労基法改正骨子案、14日以上連続勤務禁止・副業・割増賃金見直しへ
2024/11/18 労務法務, コンプライアンス, 労働法全般

はじめに
厚生労働省の有識者研究会は11月12日、「14日以上の連続勤務を禁止する」などの法改正を検討すべきとする報告書骨子案を示しました。現在の労働基準法では48日間の連続勤務が可能となっています。
研究会は今年度内に報告書をまとめた後、労働政策審議会で詳細を議論する予定で、早ければ2026年に改正案の国会提出を目指すということです。
“最長48日間勤務可能”見直し検討へ
現在の労働基準法では、企業側は原則、労働者に対し、少なくとも週1回の休日を与えなければならないと定められています。ただし、これが難しい場合には4週間を通じて4日以上の休日を付与するという例外的な措置が認められています。
この措置は「4週4休制」とも呼ばれ、特定の4週間に4日の休日を付与すればよいことになっています。そのため、休日を期間の前後にすることで法律上は最長で48日間勤務させることができるのです(最初の4週の1週目でまず4日休んだあと、24日間連続で勤務。その次の4週の開始から24日間連続勤務し、最後4日間を休むケース)。
ちなみに、「4週4休制」を実施するにあたり、“4週”の起算日を就業規則などに定めておかなければなりません。また、法定休日に労働させた際には、休日労働への35%以上の割増賃金の支払い義務が発生することになっています。

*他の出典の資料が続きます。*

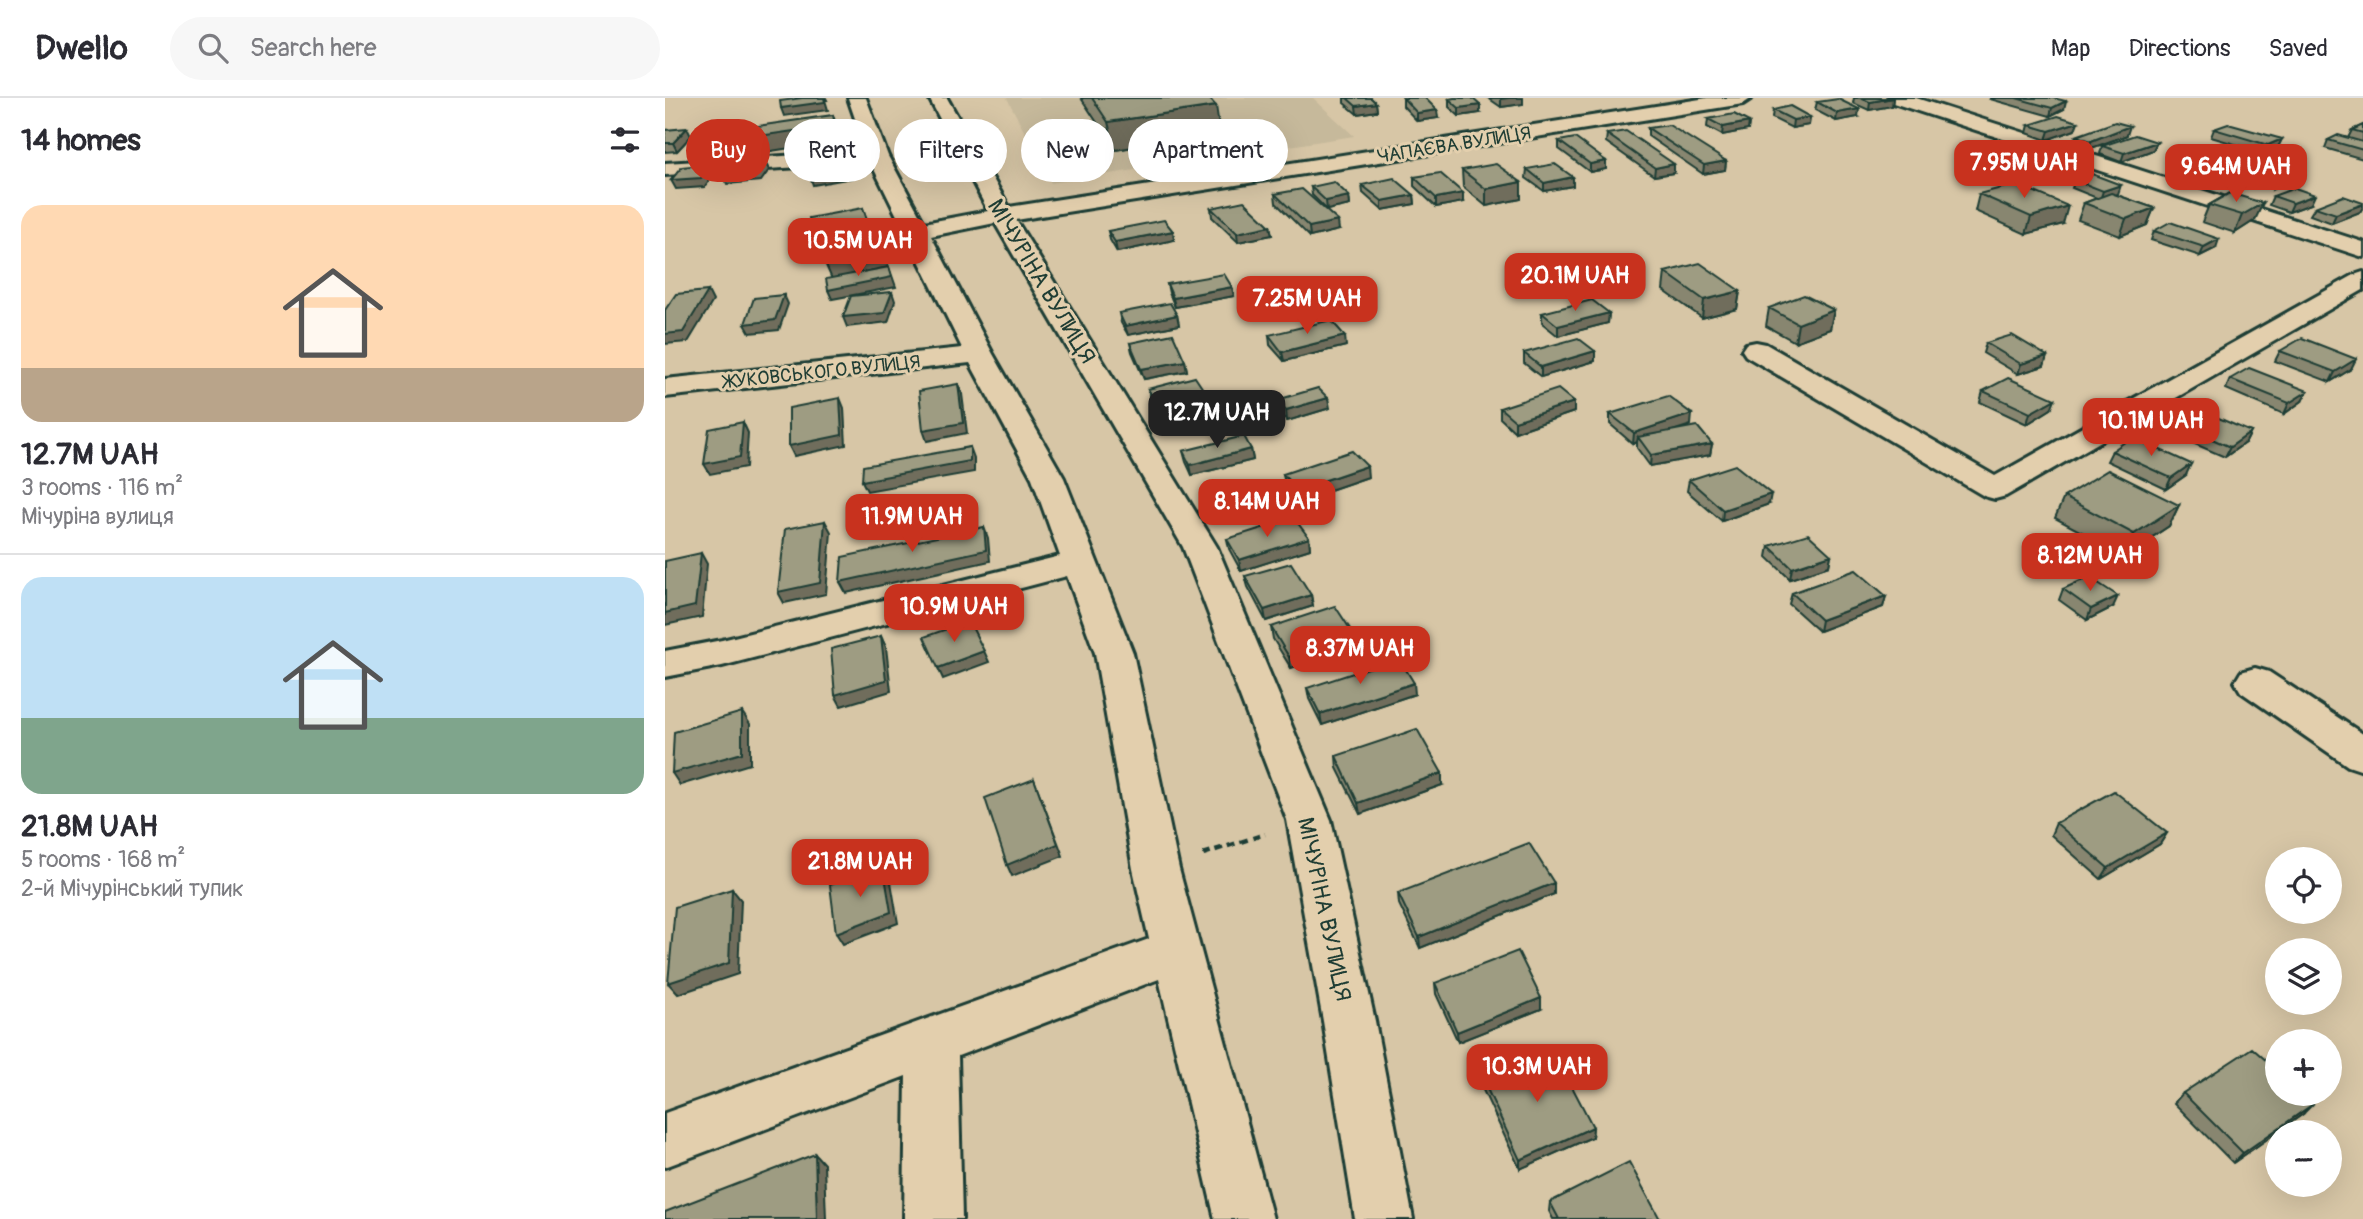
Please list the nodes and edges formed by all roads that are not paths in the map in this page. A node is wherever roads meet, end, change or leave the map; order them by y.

加えて、時間外労働の時間数や休日労働の日数は、労働者側との間で締結した労使協定である36協定の規定を遵守する必要があります。36協定の上限を超えて時間外労働や休日労働をさせている場合、労働基準法違反となります。
労働基準法に違反した場合には、労働基準監督署から行政指導の対象となるほか、刑事罰が科される可能性があります。
今回、研究会が連続勤務の禁止について法改正の検討を進める背景には、「2週間以上の連続勤務」が労災の認定基準の1つになっていることが挙げられます。
実際、「2週間以上の連続勤務」が心身に与える影響は大きく、1カ月に120時間以上の時間外労働を行ったケースよりもストレス度が高くなるという調査結果もあります。
このような背景もあり、研究会は11月12日、過重労働への対策の一環として「労働者に14日以上の連続勤務をさせてはならない」とする法改正を検討すべきという案を会合で示しました。
一方、時間外割増賃金の制度見直しで副業・兼業の促進も狙う
研究会が示した骨子案では、連続勤務の見直し案の他にも、本業先と副業先の労働時間を通算して時間外割増賃金を支払う現行制度の見直しを検討するとの内容が含まれています。
現在の労働基準法では、割増賃金に関し、「使用者は労働者を1日8時間、週40時間の法定労働時間を超えて働かせる場合は、36協定を結び、割増賃金を支払う必要がある」旨定めています。
そして、労働者が副業をしている場合には、本業先・副業先の使用者双方が1日単位で労働時間を管理することになっており、それぞれの労働時間を合算して計算する仕組みになっています。
こうした複雑な仕組みが、副業や兼業の促進を阻んでいるとする声もあがっており、研究会では、労働時間の合算は維持しつつ(労働者の健康確保のため)、割増賃金の支払いについては適用しない制度の検討を進めるよう提案しています。
コメント
今回、研究会が発表した骨子案については、今後、具体的な内容が議論され、早ければ2026年に改正案が提出される見通しとのことです。
まだ少し先の話ではありますが、世の中の大きな流れとして、(1)労働者の健康確保、(2)副業の促進があるのは間違いありません。
自社において、どのような働き方を実現すべきか、この機会に制度面の見直しを検討するのもよいかもしれません。